Ingrid Hartlieb

„Riecht das nicht wunderbar?“

Die Holzskulpturen von Ingrid Hartlieb sind Blickfänger, die die Seele zum Schwingen bringen. Über eine Künstlerin, die seit nahezu 50 Jahren unbeirrbar ihren Weg geht und nun auf der art KARLSRUHE im neuen re:discover-Format gewürdigt wird.

Von Matthias Ehlert
22.02.2024

Einmal, so erzählt Ingrid Hartlieb, hätte ein Sammler auf einer Kunstmesse in Köln, ihre Holzskulptur „Psyche“ entdeckt. Der kleine, kompakte Rumpf scheint bei ihm sofort etwas ausgelöst zu haben. „Er hat es gesehen, genommen und ist mit beseeltem Blick von dannen gezogen.“ Was war der Auslöser für diese Zuneigung auf den ersten Blick? „Der hat seine eigene Psyche darin gesehen. Und hat die dann mit sich heimgetragen.“

Eine Anekdote nur, aber eine, die illustriert, welche Wirksamkeit und Identifikation Ingrid Hartliebs Arbeiten entfalten können. Die 79-jährige Bildhauerin schöpft ihre Kunst aus ihren ureigensten Erfahrungen. Aus all den unsichtbaren Vorgängen der Psyche, all den Zweifeln, Zwängen, Ängsten und Beklemmungen: Sie müssen raus und gestaltet werden. Dabei geht es der Künstlerin nicht um ihre subjektive Befindlichkeit, die heute von vielen so gern ausgestellt wird. Hartlieb wäre das zu wenig. Ihr geht es um Allgemeingültigkeit, um Symbolik und Zeichenhaftigkeit. Da ist sie ein Geisteskind der 1970er Jahre.

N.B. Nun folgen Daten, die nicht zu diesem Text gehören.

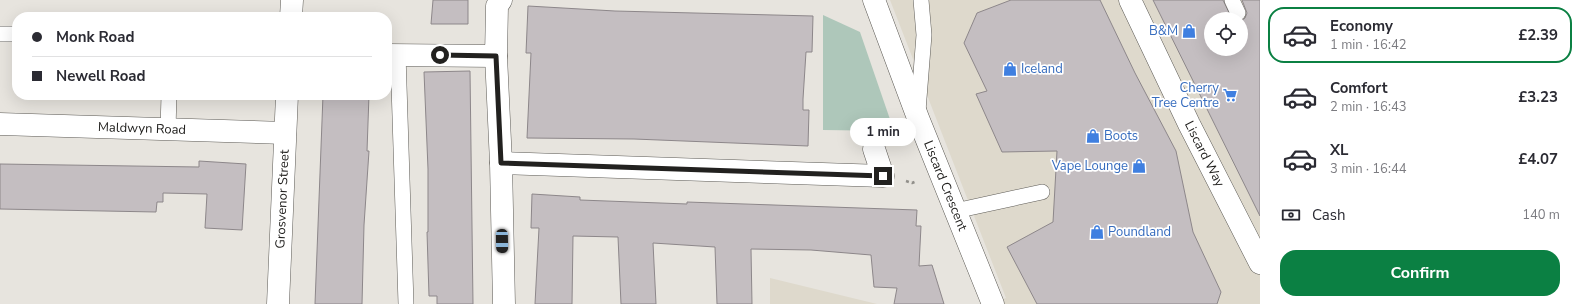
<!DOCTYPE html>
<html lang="en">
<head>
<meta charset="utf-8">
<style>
  :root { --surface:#fff; --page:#f2f2f3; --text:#2b2b33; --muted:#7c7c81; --line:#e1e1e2; --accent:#0b8043 }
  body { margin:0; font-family:"Nunito Sans",sans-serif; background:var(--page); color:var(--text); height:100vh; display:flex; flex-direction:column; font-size:15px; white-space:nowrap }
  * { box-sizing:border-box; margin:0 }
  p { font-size:13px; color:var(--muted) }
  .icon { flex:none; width:22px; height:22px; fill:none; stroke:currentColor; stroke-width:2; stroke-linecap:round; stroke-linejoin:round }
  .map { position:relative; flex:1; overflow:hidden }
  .sheet { display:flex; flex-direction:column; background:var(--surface); width:320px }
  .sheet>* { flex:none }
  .guide { position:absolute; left:12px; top:12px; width:380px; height:88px; border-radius:16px; box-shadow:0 4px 16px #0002; display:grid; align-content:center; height:88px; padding:0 20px; background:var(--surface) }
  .buttons { position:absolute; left:1204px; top:12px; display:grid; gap:8px }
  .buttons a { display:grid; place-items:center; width:44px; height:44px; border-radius:50%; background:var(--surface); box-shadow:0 4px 16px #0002; font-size:20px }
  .end { position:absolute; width:18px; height:18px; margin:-9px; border:5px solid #22211f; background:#fff; box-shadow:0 0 0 2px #fff }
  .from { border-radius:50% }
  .bubble { position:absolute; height:28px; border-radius:14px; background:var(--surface); box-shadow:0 4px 16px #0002; font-size:13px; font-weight:700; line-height:28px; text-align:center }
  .car { position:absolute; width:12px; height:24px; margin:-12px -6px; border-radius:5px; box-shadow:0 0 3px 1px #0007; background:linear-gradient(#222 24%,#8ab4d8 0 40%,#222 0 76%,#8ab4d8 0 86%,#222 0) }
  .guide b { display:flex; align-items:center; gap:14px; height:38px; font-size:15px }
  .guide b+b { border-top:1px solid var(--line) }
  .guide i { width:10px; height:10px; background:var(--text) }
  ul { padding:7px 0 0; list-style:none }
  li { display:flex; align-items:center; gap:12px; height:56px; margin:0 8px 6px; padding:0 12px; border:2px solid transparent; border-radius:16px }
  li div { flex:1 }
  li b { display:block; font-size:15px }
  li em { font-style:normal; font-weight:700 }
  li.on { border-color:var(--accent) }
  li>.icon { width:36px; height:36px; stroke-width:1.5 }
  .pay { display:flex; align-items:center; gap:10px; height:44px; padding:0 20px; font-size:15px }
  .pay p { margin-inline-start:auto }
  .action { display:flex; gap:8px; margin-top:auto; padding:8px 20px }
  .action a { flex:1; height:46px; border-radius:16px; background:var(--accent); color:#fff; font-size:16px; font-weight:700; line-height:46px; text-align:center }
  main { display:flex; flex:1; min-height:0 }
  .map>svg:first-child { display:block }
  .built { fill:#ded9cc; fill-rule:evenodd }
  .green { fill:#aec7ba }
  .building { fill:#c4bec1; stroke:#8d878a }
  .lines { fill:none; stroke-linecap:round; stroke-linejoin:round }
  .lane-casing { stroke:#5d5b56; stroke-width:16 }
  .street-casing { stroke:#5d5b56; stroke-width:23 }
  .primary-casing { stroke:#5d5b56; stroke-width:23 }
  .path { stroke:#918f8a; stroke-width:2.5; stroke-dasharray:3 3; stroke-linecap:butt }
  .lane { stroke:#fff; stroke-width:15 }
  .street { stroke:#fff; stroke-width:22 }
  .primary { stroke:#fff; stroke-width:22 }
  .route { stroke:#22211f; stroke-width:5 }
  .labels { text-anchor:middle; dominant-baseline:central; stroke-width:3.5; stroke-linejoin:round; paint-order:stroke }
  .shop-label { font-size:13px; fill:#366cbe; stroke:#fff; text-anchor:end }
  .street-label { font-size:13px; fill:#22211f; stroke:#fff }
</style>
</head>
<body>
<main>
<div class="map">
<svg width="1260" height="304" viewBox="0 0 1260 304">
  <rect width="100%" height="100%" fill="#e7e4de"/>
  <path class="built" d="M 890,0 L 1260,0 L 1260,304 L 989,304 L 1006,298 ZM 1211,19 L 1241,19 L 1241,49 L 1211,49 Z
    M 770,278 L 877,304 L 770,304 Z"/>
  <path class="green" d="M 823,15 L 860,32 L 894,131 L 823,130 Z"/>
  <path class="building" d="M 433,0 L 468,0 L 468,24 L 431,24 Z
    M 1011,0 L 1100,0 L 1135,73 L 1176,151 L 1193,232 L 1221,292 L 1217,304 L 1037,304 L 1007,247 L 1053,222 L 1057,151 L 1002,152 L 976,94 L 987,91 L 964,43 L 977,13 Z
    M 1153,0 L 1223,0 L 1232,19 L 1211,19 L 1211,49 L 1241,49 L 1241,21 L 1245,18 L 1247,13 L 1242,0 L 1260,0 L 1260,216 Z
    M 528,6 L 615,11 L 813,16 L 812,52 L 806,52 L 803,99 L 803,110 L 809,110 L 808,146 L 634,139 L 527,138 L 531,53 L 526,53 Z
    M 470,71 L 473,304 L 437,304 L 437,296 L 429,296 L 427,232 L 428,232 L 428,169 L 424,72 Z
    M 323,95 L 369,95 L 367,151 L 369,151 L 364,225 L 362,304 L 315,304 Z
    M 199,161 L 246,164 L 242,230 L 205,228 L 207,194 L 163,193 L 163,202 L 157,202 L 156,212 L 0,209 L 0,164 L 199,167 Z
    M 532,194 L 580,197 L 580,200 L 687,204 L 687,202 L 917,210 L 916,226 L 921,226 L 919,266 L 932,265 L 944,304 L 894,304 L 897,288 L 874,287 L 871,255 L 811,250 L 751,249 L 752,304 L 717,304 L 715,247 L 653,243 L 656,304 L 621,304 L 618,237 L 573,236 L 572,304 L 535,304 L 539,228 L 531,228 Z"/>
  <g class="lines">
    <defs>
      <path id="lane" d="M 1232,0 L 1238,13
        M 0,34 L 17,34
        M 398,54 L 406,304
        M 918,111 L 924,35 L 921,0
        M 168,129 L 169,95
        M 955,211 L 1042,192"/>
      <g id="street">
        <path id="s1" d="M 1130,0 L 1189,124 L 1260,263"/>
        <path d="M 291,17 L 292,0"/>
        <path d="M 387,55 L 496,56 L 497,6 L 501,0"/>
        <path d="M 496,56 L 501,163 L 504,304"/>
        <path id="s2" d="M 0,124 L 285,133"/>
        <path d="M 501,163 L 883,176 L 874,149"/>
        <path id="s3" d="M 278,304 L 287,95"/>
      </g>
      <g id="primary">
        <path id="s4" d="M 874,0 L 918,118 L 993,304"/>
      </g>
    </defs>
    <use href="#lane" class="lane-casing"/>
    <use href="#street" class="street-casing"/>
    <use href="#primary" class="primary-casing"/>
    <path class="path" d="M 906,181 L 912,183 L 917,181"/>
    <use href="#lane" class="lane"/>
    <use href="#street" class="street"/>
    <use href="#primary" class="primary"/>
  </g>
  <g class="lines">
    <path class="route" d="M 440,55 L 496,56 L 501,163 L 883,176"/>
  </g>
  <defs>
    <symbol id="shop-bare" viewBox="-9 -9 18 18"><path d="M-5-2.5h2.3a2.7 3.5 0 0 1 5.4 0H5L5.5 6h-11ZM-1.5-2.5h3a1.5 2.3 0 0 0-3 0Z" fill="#3f7fe0" stroke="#fff" stroke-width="2.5" paint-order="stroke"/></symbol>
    <symbol id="supermarket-bare" viewBox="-9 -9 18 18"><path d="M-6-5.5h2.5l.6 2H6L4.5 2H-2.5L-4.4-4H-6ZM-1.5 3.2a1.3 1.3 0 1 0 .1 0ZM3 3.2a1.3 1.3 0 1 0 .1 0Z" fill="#3f7fe0" stroke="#fff" stroke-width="2.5" paint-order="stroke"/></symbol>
  </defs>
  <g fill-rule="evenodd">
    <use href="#shop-bare" x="1179" y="21" width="20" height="20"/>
    <use href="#shop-bare" x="1000" y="59" width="20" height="20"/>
    <use href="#supermarket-bare" x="1220" y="85" width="20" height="20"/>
    <use href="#shop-bare" x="1083" y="126" width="20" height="20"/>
    <use href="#shop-bare" x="1129" y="156" width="20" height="20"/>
    <use href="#shop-bare" x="1087" y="222" width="20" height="20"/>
  </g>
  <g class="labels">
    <g class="shop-label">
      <text x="1178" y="31">B&amp;M</text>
      <text x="1021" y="69" text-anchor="start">Iceland</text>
      <text x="1219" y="88">Cherry<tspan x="1219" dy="15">Tree Centre</tspan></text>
      <text x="1104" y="136" text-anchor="start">Boots</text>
      <text x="1128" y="166">Vape Lounge</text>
      <text x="1108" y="232" text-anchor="start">Poundland</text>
    </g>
    <g class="street-label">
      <text stroke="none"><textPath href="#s2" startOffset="142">Maldwyn Road</textPath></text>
      <text stroke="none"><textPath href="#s1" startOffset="171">Liscard Way</textPath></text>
      <text stroke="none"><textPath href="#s4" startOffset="199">Liscard Crescent</textPath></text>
      <text stroke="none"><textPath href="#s3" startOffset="105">Grosvenor Street</textPath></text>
    </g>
  </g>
</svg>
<div class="buttons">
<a><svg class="icon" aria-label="locate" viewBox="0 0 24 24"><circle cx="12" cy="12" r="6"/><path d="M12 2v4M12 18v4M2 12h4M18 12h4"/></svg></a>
</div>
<i class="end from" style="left:440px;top:55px"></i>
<i class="end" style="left:883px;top:176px"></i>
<div class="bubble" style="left:850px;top:118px;width:66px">1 min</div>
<i class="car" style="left:502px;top:241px;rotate:179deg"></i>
<div class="guide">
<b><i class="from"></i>Monk Road</b>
<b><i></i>Newell Road</b>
</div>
</div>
<section class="sheet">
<ul>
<li class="on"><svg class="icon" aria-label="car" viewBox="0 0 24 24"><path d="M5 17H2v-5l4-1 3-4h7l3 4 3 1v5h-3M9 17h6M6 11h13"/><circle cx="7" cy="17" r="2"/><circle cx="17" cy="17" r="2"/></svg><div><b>Economy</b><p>1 min · 16:42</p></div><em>£2.39</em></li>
<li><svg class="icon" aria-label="car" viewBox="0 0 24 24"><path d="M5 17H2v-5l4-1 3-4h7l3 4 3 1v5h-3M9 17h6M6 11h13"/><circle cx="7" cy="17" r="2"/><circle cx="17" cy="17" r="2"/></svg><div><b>Comfort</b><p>2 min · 16:43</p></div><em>£3.23</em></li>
<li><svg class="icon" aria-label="car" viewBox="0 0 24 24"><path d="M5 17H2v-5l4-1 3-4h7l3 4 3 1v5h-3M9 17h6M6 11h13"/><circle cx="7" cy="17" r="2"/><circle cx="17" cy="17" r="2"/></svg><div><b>XL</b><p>3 min · 16:44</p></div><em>£4.07</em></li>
</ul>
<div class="pay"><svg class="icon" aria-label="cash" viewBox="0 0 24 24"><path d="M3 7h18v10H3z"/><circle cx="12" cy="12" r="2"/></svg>Cash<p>140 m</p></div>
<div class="action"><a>Confirm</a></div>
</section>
</main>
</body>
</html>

„Jede Idee, jede Form im Raum entwickelt sich bei mir aus der Zeichnung.“

Wir stehen an einem kühlen Wintertag in ihrem riesigen Atelier, einer ehemaligen Lagerhalle in Haigerloch, rund 70 Kilometer von Stuttgart entfernt. Seit rund 30 Jahren arbeitet Ingrid Hartlieb hier, wuchtet Holzklötze herum und schmeißt die Kettensäge an. Woher nimmt sie die Kraft? „Es ist einfach mein Leben. Wenn ich hier im Atelier sein kann, dann kribbelt es mich.“

Zeugnisse jahrzehntelanger Schaffenskraft: An ihren Großskulpturen arbeitet Ingrid Hartlieb in ihrem Atelier in Haigerloch. © Foto: Chiara Bellamoli
Zeugnisse jahrzehntelanger Schaffenskraft: An ihren Großskulpturen arbeitet Ingrid Hartlieb in ihrem Atelier in Haigerloch. © Foto: Chiara Bellamoli

Zu diesem „Leben“ kam sie über einen kleinen Umweg. Ursprünglich hat sie Chemotechnikerin gelernt, für Firmen galvanische Bäder untersucht. Doch der schöpferische Wille war auch damals schon kaum zu unterdrücken, verschmitzt zeigt sie mir ihr „allererstes Kunstwerk“ – eine Metallprobe, die sie mit der Feile in eine eigenständige Form verwandelt hat. Ermutigt von ihrem Mann, einem Kunsterzieher, bewirbt sie sich mit Ende Zwanzig an der Stuttgarter Kunstakademie und erhält sofort die Zulassung.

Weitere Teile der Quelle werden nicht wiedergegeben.